● **Prompt**
The only acceptable output is every entry, printed exactly.

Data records
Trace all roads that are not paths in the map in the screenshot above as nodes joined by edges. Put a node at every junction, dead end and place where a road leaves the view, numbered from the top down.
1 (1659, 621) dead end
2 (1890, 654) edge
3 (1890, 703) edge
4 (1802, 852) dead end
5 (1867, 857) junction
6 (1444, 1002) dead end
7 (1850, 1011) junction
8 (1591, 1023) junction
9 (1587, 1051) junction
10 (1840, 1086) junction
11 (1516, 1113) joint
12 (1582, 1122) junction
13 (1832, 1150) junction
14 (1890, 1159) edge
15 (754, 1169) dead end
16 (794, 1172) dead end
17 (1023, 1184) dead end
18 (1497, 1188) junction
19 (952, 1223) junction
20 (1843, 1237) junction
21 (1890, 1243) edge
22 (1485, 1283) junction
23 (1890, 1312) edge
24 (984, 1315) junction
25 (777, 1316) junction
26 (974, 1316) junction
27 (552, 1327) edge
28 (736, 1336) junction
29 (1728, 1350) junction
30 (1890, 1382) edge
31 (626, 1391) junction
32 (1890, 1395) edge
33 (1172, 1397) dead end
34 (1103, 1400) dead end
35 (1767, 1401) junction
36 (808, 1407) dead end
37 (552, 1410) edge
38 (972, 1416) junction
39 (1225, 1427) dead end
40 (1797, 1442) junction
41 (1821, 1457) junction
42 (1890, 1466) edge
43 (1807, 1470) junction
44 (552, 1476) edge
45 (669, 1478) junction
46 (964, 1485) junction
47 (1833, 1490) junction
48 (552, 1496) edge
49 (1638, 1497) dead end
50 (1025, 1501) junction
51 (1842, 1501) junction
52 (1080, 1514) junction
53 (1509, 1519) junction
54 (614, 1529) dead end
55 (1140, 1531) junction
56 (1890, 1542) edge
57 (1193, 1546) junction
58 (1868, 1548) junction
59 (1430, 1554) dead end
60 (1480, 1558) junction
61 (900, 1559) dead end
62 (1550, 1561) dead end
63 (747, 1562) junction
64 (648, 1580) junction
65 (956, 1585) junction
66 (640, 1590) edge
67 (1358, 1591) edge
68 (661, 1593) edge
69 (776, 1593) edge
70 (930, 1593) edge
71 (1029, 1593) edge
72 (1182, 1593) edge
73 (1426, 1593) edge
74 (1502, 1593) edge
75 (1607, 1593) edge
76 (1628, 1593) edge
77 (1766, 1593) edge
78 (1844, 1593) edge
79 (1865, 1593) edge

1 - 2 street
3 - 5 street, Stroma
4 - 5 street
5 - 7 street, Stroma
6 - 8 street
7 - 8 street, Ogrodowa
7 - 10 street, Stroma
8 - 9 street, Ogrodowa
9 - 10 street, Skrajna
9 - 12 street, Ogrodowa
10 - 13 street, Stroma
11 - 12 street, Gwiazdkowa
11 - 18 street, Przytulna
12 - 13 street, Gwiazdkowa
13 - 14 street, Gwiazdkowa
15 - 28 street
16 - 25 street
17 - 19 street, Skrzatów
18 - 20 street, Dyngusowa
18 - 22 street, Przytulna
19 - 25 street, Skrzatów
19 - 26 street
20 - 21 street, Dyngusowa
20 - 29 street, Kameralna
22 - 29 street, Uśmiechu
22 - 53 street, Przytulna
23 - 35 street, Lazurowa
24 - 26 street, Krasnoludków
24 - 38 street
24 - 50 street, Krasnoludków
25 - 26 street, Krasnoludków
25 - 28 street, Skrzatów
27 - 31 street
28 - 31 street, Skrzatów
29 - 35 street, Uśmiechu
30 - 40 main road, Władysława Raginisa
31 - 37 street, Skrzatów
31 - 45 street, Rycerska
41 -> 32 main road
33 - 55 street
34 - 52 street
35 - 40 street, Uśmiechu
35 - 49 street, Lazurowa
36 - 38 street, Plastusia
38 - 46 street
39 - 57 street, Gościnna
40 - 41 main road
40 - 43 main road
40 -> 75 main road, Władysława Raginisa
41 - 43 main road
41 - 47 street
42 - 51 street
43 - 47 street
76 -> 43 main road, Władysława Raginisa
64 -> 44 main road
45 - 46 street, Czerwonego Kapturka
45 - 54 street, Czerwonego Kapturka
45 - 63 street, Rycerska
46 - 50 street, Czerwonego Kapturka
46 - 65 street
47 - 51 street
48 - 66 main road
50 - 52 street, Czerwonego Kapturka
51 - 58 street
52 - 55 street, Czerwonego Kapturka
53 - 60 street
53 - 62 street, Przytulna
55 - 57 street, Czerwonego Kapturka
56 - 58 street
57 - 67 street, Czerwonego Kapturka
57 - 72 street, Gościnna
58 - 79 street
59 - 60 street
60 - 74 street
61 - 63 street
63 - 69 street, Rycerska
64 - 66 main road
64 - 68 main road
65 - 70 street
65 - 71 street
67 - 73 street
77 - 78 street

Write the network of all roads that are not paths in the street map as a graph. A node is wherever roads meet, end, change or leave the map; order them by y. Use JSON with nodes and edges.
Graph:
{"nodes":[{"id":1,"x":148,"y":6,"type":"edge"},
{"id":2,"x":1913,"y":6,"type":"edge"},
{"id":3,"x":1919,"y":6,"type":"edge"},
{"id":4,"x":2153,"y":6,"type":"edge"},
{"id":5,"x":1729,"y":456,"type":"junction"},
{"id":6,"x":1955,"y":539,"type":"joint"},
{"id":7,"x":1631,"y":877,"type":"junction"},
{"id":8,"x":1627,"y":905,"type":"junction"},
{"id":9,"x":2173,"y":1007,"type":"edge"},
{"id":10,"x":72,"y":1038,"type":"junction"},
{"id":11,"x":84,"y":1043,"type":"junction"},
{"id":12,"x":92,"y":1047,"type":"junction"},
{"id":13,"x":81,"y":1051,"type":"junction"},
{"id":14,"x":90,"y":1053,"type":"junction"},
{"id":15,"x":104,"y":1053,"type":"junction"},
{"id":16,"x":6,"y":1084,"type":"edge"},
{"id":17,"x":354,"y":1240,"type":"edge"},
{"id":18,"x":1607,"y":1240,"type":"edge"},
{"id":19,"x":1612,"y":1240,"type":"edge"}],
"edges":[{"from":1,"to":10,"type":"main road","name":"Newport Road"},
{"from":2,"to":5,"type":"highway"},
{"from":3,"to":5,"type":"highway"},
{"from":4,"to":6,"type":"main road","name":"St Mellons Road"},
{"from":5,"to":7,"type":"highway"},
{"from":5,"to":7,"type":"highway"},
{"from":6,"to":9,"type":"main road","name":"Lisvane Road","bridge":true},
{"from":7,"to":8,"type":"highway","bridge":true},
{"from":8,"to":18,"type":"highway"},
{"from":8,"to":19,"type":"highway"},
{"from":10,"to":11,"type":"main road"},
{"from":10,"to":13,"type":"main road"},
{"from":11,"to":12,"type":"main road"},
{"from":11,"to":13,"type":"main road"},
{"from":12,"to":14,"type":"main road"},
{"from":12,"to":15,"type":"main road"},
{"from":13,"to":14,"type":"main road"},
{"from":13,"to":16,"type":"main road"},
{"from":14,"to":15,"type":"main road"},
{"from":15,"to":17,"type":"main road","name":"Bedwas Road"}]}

● **Result**
Trace all roads that are not paths in the map in the screenshot above as nodes joined by edges. Put a node at every junction, dead end and place where a road leaves the view, numbered from the top down.
1 (1659, 621) dead end
2 (1890, 654) edge
3 (1890, 703) edge
4 (1802, 852) dead end
5 (1867, 857) junction
6 (1444, 1002) dead end
7 (1850, 1011) junction
8 (1591, 1023) junction
9 (1587, 1051) junction
10 (1840, 1086) junction
11 (1516, 1113) joint
12 (1582, 1122) junction
13 (1832, 1150) junction
14 (1890, 1159) edge
15 (754, 1169) dead end
16 (794, 1172) dead end
17 (1023, 1184) dead end
18 (1497, 1188) junction
19 (952, 1223) junction
20 (1843, 1237) junction
21 (1890, 1243) edge
22 (1485, 1283) junction
23 (1890, 1312) edge
24 (984, 1315) junction
25 (777, 1316) junction
26 (974, 1316) junction
27 (552, 1327) edge
28 (736, 1336) junction
29 (1728, 1350) junction
30 (1890, 1382) edge
31 (626, 1391) junction
32 (1890, 1395) edge
33 (1172, 1397) dead end
34 (1103, 1400) dead end
35 (1767, 1401) junction
36 (808, 1407) dead end
37 (552, 1410) edge
38 (972, 1416) junction
39 (1225, 1427) dead end
40 (1797, 1442) junction
41 (1821, 1457) junction
42 (1890, 1466) edge
43 (1807, 1470) junction
44 (552, 1476) edge
45 (669, 1478) junction
46 (964, 1485) junction
47 (1833, 1490) junction
48 (552, 1496) edge
49 (1638, 1497) dead end
50 (1025, 1501) junction
51 (1842, 1501) junction
52 (1080, 1514) junction
53 (1509, 1519) junction
54 (614, 1529) dead end
55 (1140, 1531) junction
56 (1890, 1542) edge
57 (1193, 1546) junction
58 (1868, 1548) junction
59 (1430, 1554) dead end
60 (1480, 1558) junction
61 (900, 1559) dead end
62 (1550, 1561) dead end
63 (747, 1562) junction
64 (648, 1580) junction
65 (956, 1585) junction
66 (640, 1590) edge
67 (1358, 1591) edge
68 (661, 1593) edge
69 (776, 1593) edge
70 (930, 1593) edge
71 (1029, 1593) edge
72 (1182, 1593) edge
73 (1426, 1593) edge
74 (1502, 1593) edge
75 (1607, 1593) edge
76 (1628, 1593) edge
77 (1766, 1593) edge
78 (1844, 1593) edge
79 (1865, 1593) edge

1 - 2 street
3 - 5 street, Stroma
4 - 5 street
5 - 7 street, Stroma
6 - 8 street
7 - 8 street, Ogrodowa
7 - 10 street, Stroma
8 - 9 street, Ogrodowa
9 - 10 street, Skrajna
9 - 12 street, Ogrodowa
10 - 13 street, Stroma
11 - 12 street, Gwiazdkowa
11 - 18 street, Przytulna
12 - 13 street, Gwiazdkowa
13 - 14 street, Gwiazdkowa
15 - 28 street
16 - 25 street
17 - 19 street, Skrzatów
18 - 20 street, Dyngusowa
18 - 22 street, Przytulna
19 - 25 street, Skrzatów
19 - 26 street
20 - 21 street, Dyngusowa
20 - 29 street, Kameralna
22 - 29 street, Uśmiechu
22 - 53 street, Przytulna
23 - 35 street, Lazurowa
24 - 26 street, Krasnoludków
24 - 38 street
24 - 50 street, Krasnoludków
25 - 26 street, Krasnoludków
25 - 28 street, Skrzatów
27 - 31 street
28 - 31 street, Skrzatów
29 - 35 street, Uśmiechu
30 - 40 main road, Władysława Raginisa
31 - 37 street, Skrzatów
31 - 45 street, Rycerska
41 -> 32 main road
33 - 55 street
34 - 52 street
35 - 40 street, Uśmiechu
35 - 49 street, Lazurowa
36 - 38 street, Plastusia
38 - 46 street
39 - 57 street, Gościnna
40 - 41 main road
40 - 43 main road
40 -> 75 main road, Władysława Raginisa
41 - 43 main road
41 - 47 street
42 - 51 street
43 - 47 street
76 -> 43 main road, Władysława Raginisa
64 -> 44 main road
45 - 46 street, Czerwonego Kapturka
45 - 54 street, Czerwonego Kapturka
45 - 63 street, Rycerska
46 - 50 street, Czerwonego Kapturka
46 - 65 street
47 - 51 street
48 - 66 main road
50 - 52 street, Czerwonego Kapturka
51 - 58 street
52 - 55 street, Czerwonego Kapturka
53 - 60 street
53 - 62 street, Przytulna
55 - 57 street, Czerwonego Kapturka
56 - 58 street
57 - 67 street, Czerwonego Kapturka
57 - 72 street, Gościnna
58 - 79 street
59 - 60 street
60 - 74 street
61 - 63 street
63 - 69 street, Rycerska
64 - 66 main road
64 - 68 main road
65 - 70 street
65 - 71 street
67 - 73 street
77 - 78 street

Write the network of all roads that are not paths in the street map as a graph. A node is wherever roads meet, end, change or leave the map; order them by y. Use JSON with nodes and edges.
Graph:
{"nodes":[{"id":1,"x":148,"y":6,"type":"edge"},
{"id":2,"x":1913,"y":6,"type":"edge"},
{"id":3,"x":1919,"y":6,"type":"edge"},
{"id":4,"x":2153,"y":6,"type":"edge"},
{"id":5,"x":1729,"y":456,"type":"junction"},
{"id":6,"x":1955,"y":539,"type":"joint"},
{"id":7,"x":1631,"y":877,"type":"junction"},
{"id":8,"x":1627,"y":905,"type":"junction"},
{"id":9,"x":2173,"y":1007,"type":"edge"},
{"id":10,"x":72,"y":1038,"type":"junction"},
{"id":11,"x":84,"y":1043,"type":"junction"},
{"id":12,"x":92,"y":1047,"type":"junction"},
{"id":13,"x":81,"y":1051,"type":"junction"},
{"id":14,"x":90,"y":1053,"type":"junction"},
{"id":15,"x":104,"y":1053,"type":"junction"},
{"id":16,"x":6,"y":1084,"type":"edge"},
{"id":17,"x":354,"y":1240,"type":"edge"},
{"id":18,"x":1607,"y":1240,"type":"edge"},
{"id":19,"x":1612,"y":1240,"type":"edge"}],
"edges":[{"from":1,"to":10,"type":"main road","name":"Newport Road"},
{"from":2,"to":5,"type":"highway"},
{"from":3,"to":5,"type":"highway"},
{"from":4,"to":6,"type":"main road","name":"St Mellons Road"},
{"from":5,"to":7,"type":"highway"},
{"from":5,"to":7,"type":"highway"},
{"from":6,"to":9,"type":"main road","name":"Lisvane Road","bridge":true},
{"from":7,"to":8,"type":"highway","bridge":true},
{"from":8,"to":18,"type":"highway"},
{"from":8,"to":19,"type":"highway"},
{"from":10,"to":11,"type":"main road"},
{"from":10,"to":13,"type":"main road"},
{"from":11,"to":12,"type":"main road"},
{"from":11,"to":13,"type":"main road"},
{"from":12,"to":14,"type":"main road"},
{"from":12,"to":15,"type":"main road"},
{"from":13,"to":14,"type":"main road"},
{"from":13,"to":16,"type":"main road"},
{"from":14,"to":15,"type":"main road"},
{"from":15,"to":17,"type":"main road","name":"Bedwas Road"}]}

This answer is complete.